Deformitas pada tepi orbita sering terjadi jika terdapat pergeseran, terutama pada
tepi orbital lateral dan infraorbita. Ahli bedah juga meletakkan jari telunjuk dibawah
margin infraorbita, sepanjang zigoma, menekan ke dalam jaringan yang oedem
untuk palpasi secara simultan dan mengurangi efek visual dari oedem saat
melakukan pemeriksaan ini (Pau CY et al. 2010).

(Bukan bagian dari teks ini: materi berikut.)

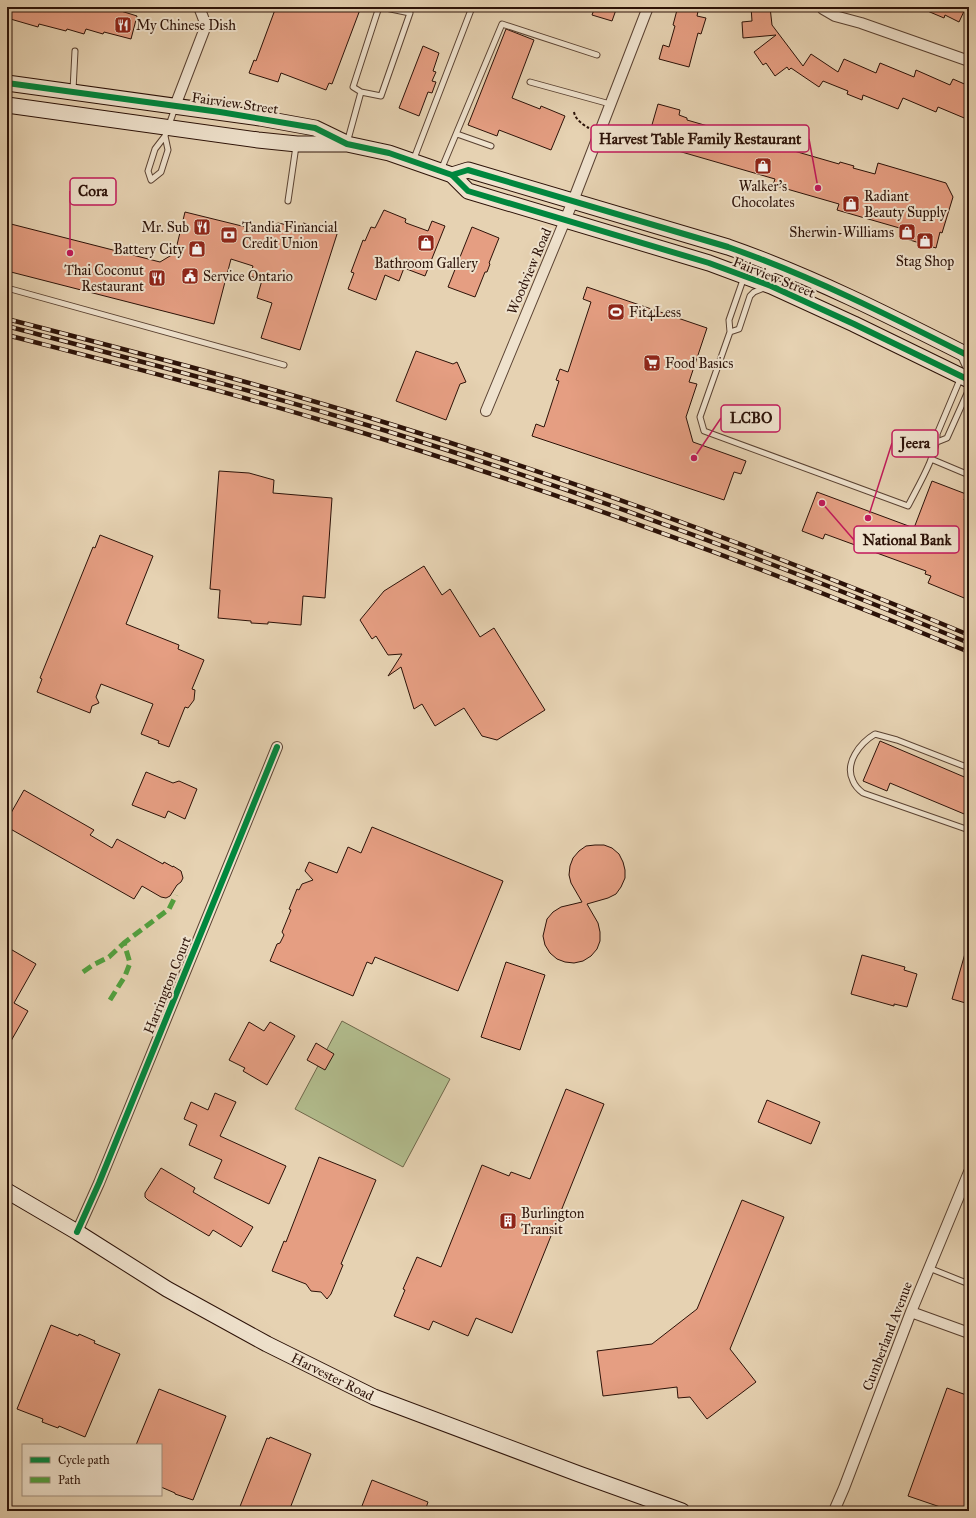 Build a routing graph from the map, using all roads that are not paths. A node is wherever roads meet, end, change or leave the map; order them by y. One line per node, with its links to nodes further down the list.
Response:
1 (199, 7): 15 (street)
2 (380, 7): 11 (lane); 11 (lane)
3 (648, 7): 13 (street, Woodview Road)
4 (823, 7): 8 (street)
5 (471, 10): 21 (lane)
6 (75, 52): 12 (lane)
7 (597, 55): 17 (lane)
8 (969, 61)
9 (530, 82): 13 (lane)
10 (7, 84): 12 (main road, Fairview Street)
11 (361, 92): 19 (lane)
12 (72, 93): 15 (main road, Fairview Street)
13 (610, 104): 24 (street, Woodview Road)
14 (7, 105): 16 (main road, Fairview Street)
15 (175, 106): 16 (lane); 19 (main road, Fairview Street)
16 (166, 132): 16 (lane); 18 (main road, Fairview Street)
17 (457, 134): 20 (lane); 22 (lane)
18 (297, 144): 19 (main road, Fairview Street); 23 (lane)
19 (347, 144): 21 (main road, Fairview Street)
20 (491, 146)
21 (413, 162): 22 (main road, Fairview Street)
22 (446, 173): 24 (main road, Fairview Street); 25 (main road, Fairview Street)
23 (288, 201)
24 (573, 201): 25 (street, Woodview Road); 26 (main road, Fairview Street)
25 (565, 221): 27 (main road, Fairview Street); 34 (street, Woodview Road)
26 (785, 269): 27 (lane); 31 (main road, Fairview Street)
27 (744, 277): 28 (main road, Fairview Street); 30 (lane)
28 (770, 286): 30 (lane); 33 (main road, Fairview Street)
29 (7, 288): 32 (lane)
30 (730, 332): 36 (lane)
31 (963, 353): 33 (lane)
32 (284, 365)
33 (967, 380): 35 (lane); 35 (lane)
34 (486, 411)
35 (937, 442): 36 (lane)
36 (931, 459): 37 (lane)
37 (969, 475)
38 (277, 747): 43 (street, Harrington Court)
39 (969, 768): 40 (lane)
40 (969, 830)
41 (969, 1172): 44 (street, Cumberland Avenue)
42 (7, 1190): 43 (main road, Harvester Road)
43 (77, 1232): 48 (main road, Harvester Road)
44 (929, 1268): 45 (lane); 46 (street, Cumberland Avenue)
45 (969, 1284)
46 (911, 1312): 47 (street); 49 (street, Cumberland Avenue)
47 (969, 1333)
48 (682, 1511)
49 (834, 1511)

Gejala klinis yang paling sering ditemui adalah:
Keliling mata kehitaman, yakni ekhimosis dan pembengkakan pada kelopak
mata
Perdarahan subkonjungtiva
Proptosis (eksophtalmus)
Mungkin terjadi diplopia (penglihatan ganda), karena fraktur lantai dasar
orbita dengan penggeseran bola mata dan luka atau terjepitnya otot
ekstraokuler inferior
Mati rasa pada kulit yang diinervasi oleh n.infraorbitalis (Loxha MP et al.
2013, Yamamoto K et al. 2013).
Gambar. Pergeseran bola mata ke arah postero inferior (tanda panah) yang terjadi
setelah fraktur ZMC yang melibatkan rima orbitalis dan dasar orbita (enophtalmos)
Pemeriksaan radiografis terlihat adanya kabut dan opasitas di dalam sinus
maksilaris yang terkena. Pengamatan yang lebih cermat pada dinding lateral antrum
pada regio pendukung (buttres) (basis os zygomaticum) sering menunjukkan
diskontinuitas atau step. Pergeseran yang umumnya terjadi adalah inferomedial yang
mengakibatkan masuknya corpus zygoma ke dalam sinus maksilaris dan
mengakibatkan berkurangnya penonjolan malar (Bali R. et al, 2013, Loxha MP et al.
2013, Regan et al. 2014).
Gambar.(kiri) pergeseran yang biasa terjadi pada fraktur ZMC adalah ke arah
inferomedial. (kanan) sesudah dilakukan reduksi, elemen fraktur distabilisasi dengan
kawat tunggal pada sutura zygomaticofrontalis (Joe T, KimJ. 2014, Ungari et al.
2012 ).
Penggunaan CT Scan dan foto roentgen sangat membantu menegakkan diagnosa,
mengetahui luasnya kerusakan akibat trauma, dan perawatan. CT scan pada
potongan axial maupun coronal merupakan gold standard pada pasien dengan
kecurigaan fraktur zigoma, untuk mendapatkan pola fraktur, derajat pergeseran, dan
evaluasi jaringan lunak orbital. Secara spesifik CT scan dapat memperlihatkan
keadaan pilar dari midfasial: pilar nasomaxillary, zygomaticomaxillary, infraorbital,
zygomaticofrontal, zygomaticosphenoid, dan zygomaticotemporal. Penilaian
radiologis fraktur zigoma dari foto polos dapat menggunakan foto waters, caldwel,
submentovertek dan lateral. Dari foto waters dapat dilihat pergeseran pada tepi
orbita inferior, maksila, dan bodi zigoma. Foto caldwel dapat menunjukkan region
frontozigomatikus dan arkus zigomatikus. Foto submentovertek menunjukkan arkus
zigomatikus (Bali R. et al. 2013, Ungari et al. 2012).